If you handle data according the definition of the Associative Component instead by Source it will cater for a much stronger scalability, maintainability and a longer life cycle of the Analytical System. 

Let’s see how some different change scenarios affects an Integrated Associative Component versus a Source by Source architecture. (of course, these are simplified effects described but they represent the fundamental effects as a change happens) 

Base line – Eight systems handles product information that thirty different analytical functions has been coded against, there are reports, statistical models and AI scripts using the data. 

  1. Now we add a new source system of product data.  
    • Source by Source – All thirty analytical functions have to be rewritten to handle the new source. 
    • Associative Component – One system has to be mapped into the Product Subject Area and Integrated according to the six levels of Integration. Use Cases are untouched. 
  2. We want to create a new analytical function for products 
    • Source by Source – Nine different sources have to be mapped and understood in regards of the requirement of the analytical function.
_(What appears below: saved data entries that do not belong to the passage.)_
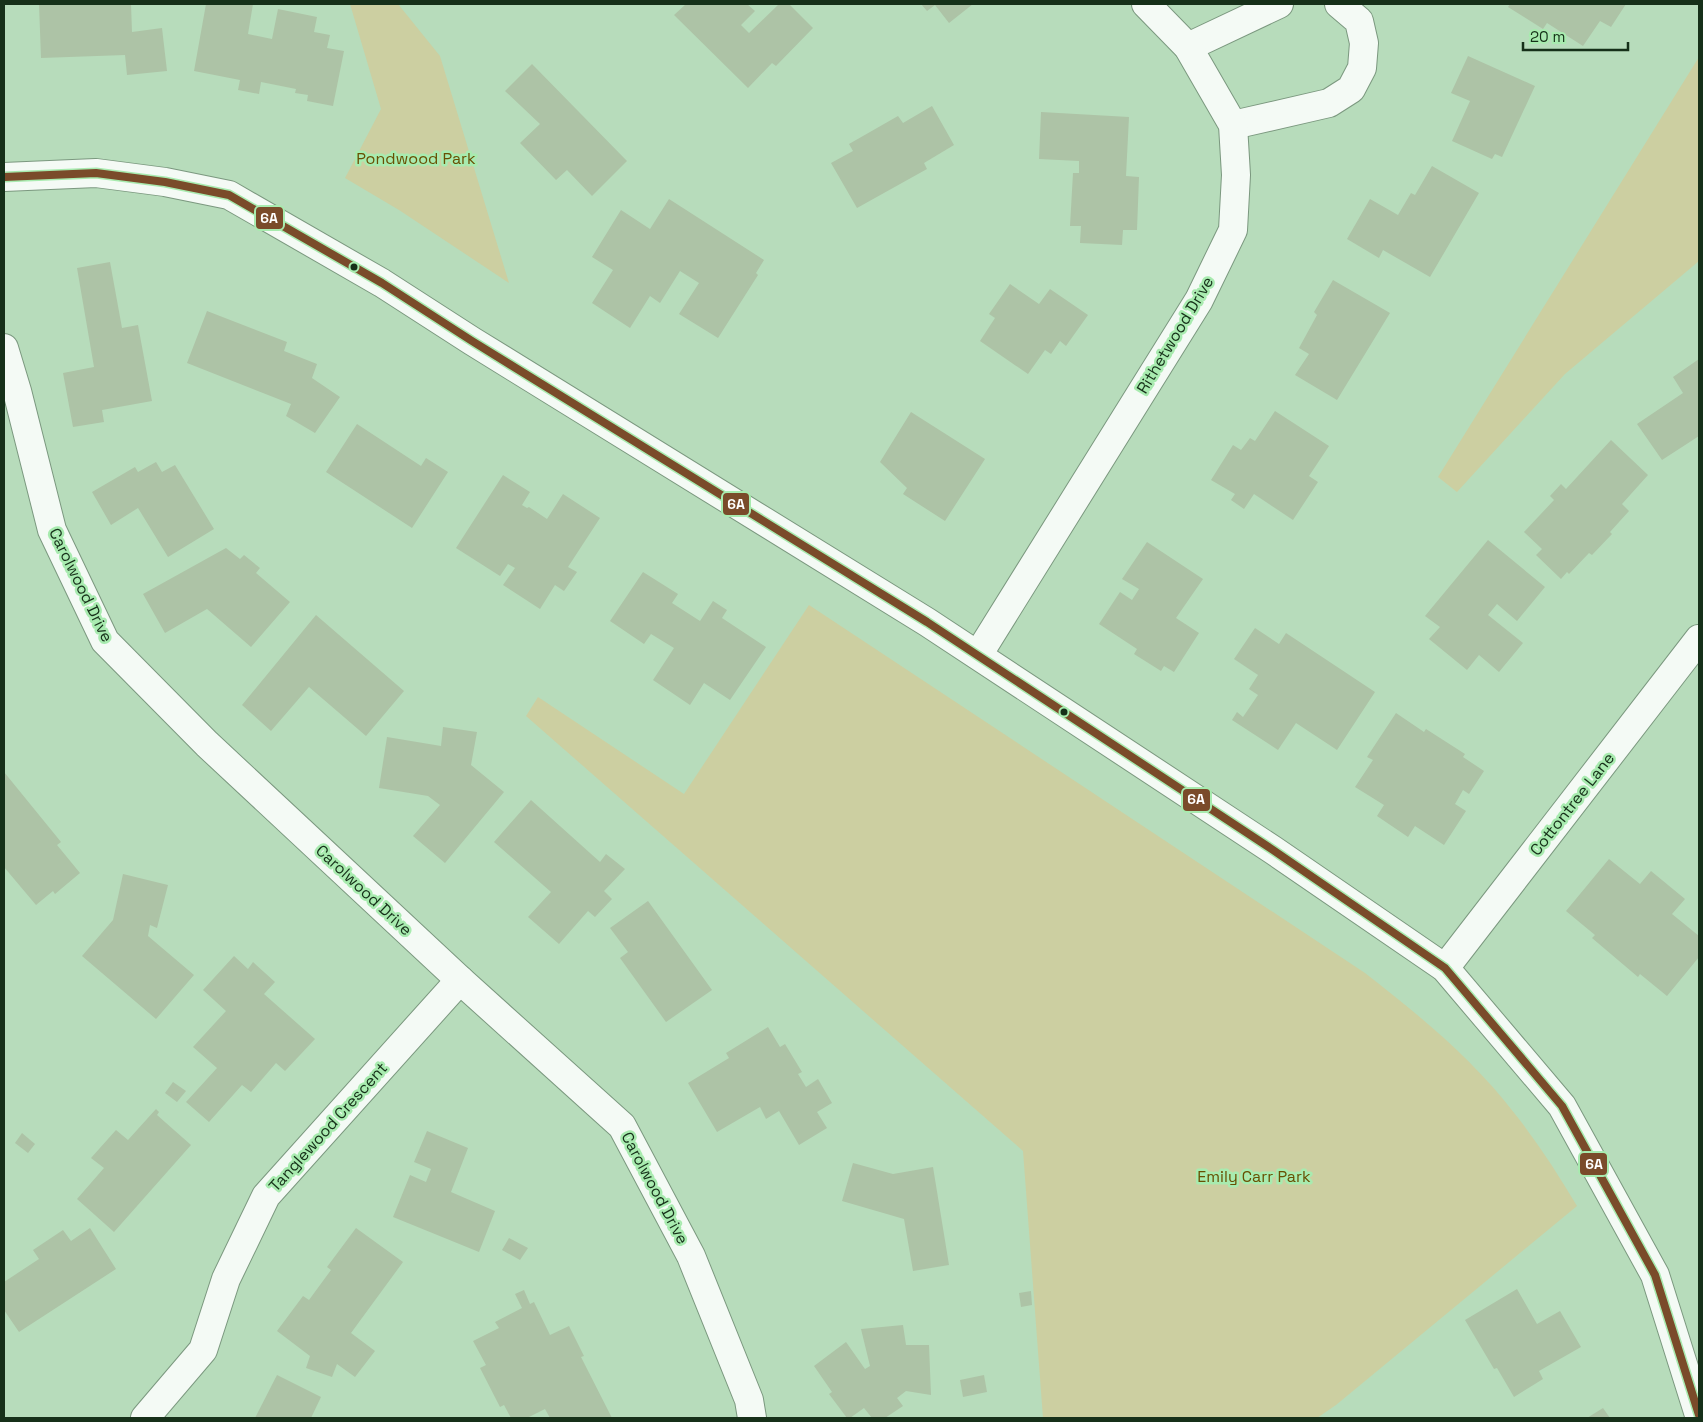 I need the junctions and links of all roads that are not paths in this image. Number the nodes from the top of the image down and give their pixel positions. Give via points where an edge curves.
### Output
1 (1146, 4) edge
2 (1279, 4) edge
3 (1340, 4) edge
4 (1188, 47) junction
5 (1233, 125) junction
6 (4, 177) edge
7 (4, 348) edge
8 (1699, 639) edge
9 (978, 655) junction
10 (1445, 968) junction
11 (460, 980) junction
12 (1699, 1415) edge
13 (146, 1418) edge
14 (752, 1418) edge

1 - 4 street, Rithetwood Drive
2 - 4 street
3 - 5 street via 1358,21 1364,43 1362,68 1351,89 1329,103
4 - 5 street, Rithetwood Drive
5 - 9 street, Rithetwood Drive via 1236,175 1233,230 1199,300
6 - 9 street via 96,174 164,182 229,195 382,283
7 - 11 street, Carolwood Drive via 52,530 105,641 207,744
8 - 10 street, Cottontree Lane
9 - 10 street
10 - 12 street via 1562,1106 1655,1275
11 - 13 street, Tanglewood Crescent via 266,1196 226,1280 203,1350
11 - 14 street, Carolwood Drive via 622,1126 691,1256 749,1400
Then nine different sources of data have to be handled in the code, merged and integrated be the developer of the analytical function. The developer also need deep understanding on how each source systems works and all its legacy in its data to come up with a correct result. 
    • Associative Component – The developer accessing the subject area for product and need to translate the requirement to that subject areas data definitions. The developer need to understand the data model of the Product Subject Area but does not need to understand each and every source system. 
  3. An old system gets replaced with a new one 
    • Source by Source – All thirty analytical functions have to be rewritten to handle the new source. 
    • Associative Component – One system has to be mapped into the Product Subject Area and Integrated according to the six levels of Integration. Use Cases are untouched. 

These simple examples show the fundamental strength of the Associative Component when it comes to handle changes between the many to many relationships between the User and the source of data and simplify the usage of data. This way the Analytical System can grow and change both on the Source side as well as the User side and the Associative Component will help mitigate the effect of the change and in the long run create a more efficient development cycle. If you want to build an Analytical System that is be scalable, maintainable and have a long-life span, you need an Associative Component in your Analytical System architecture.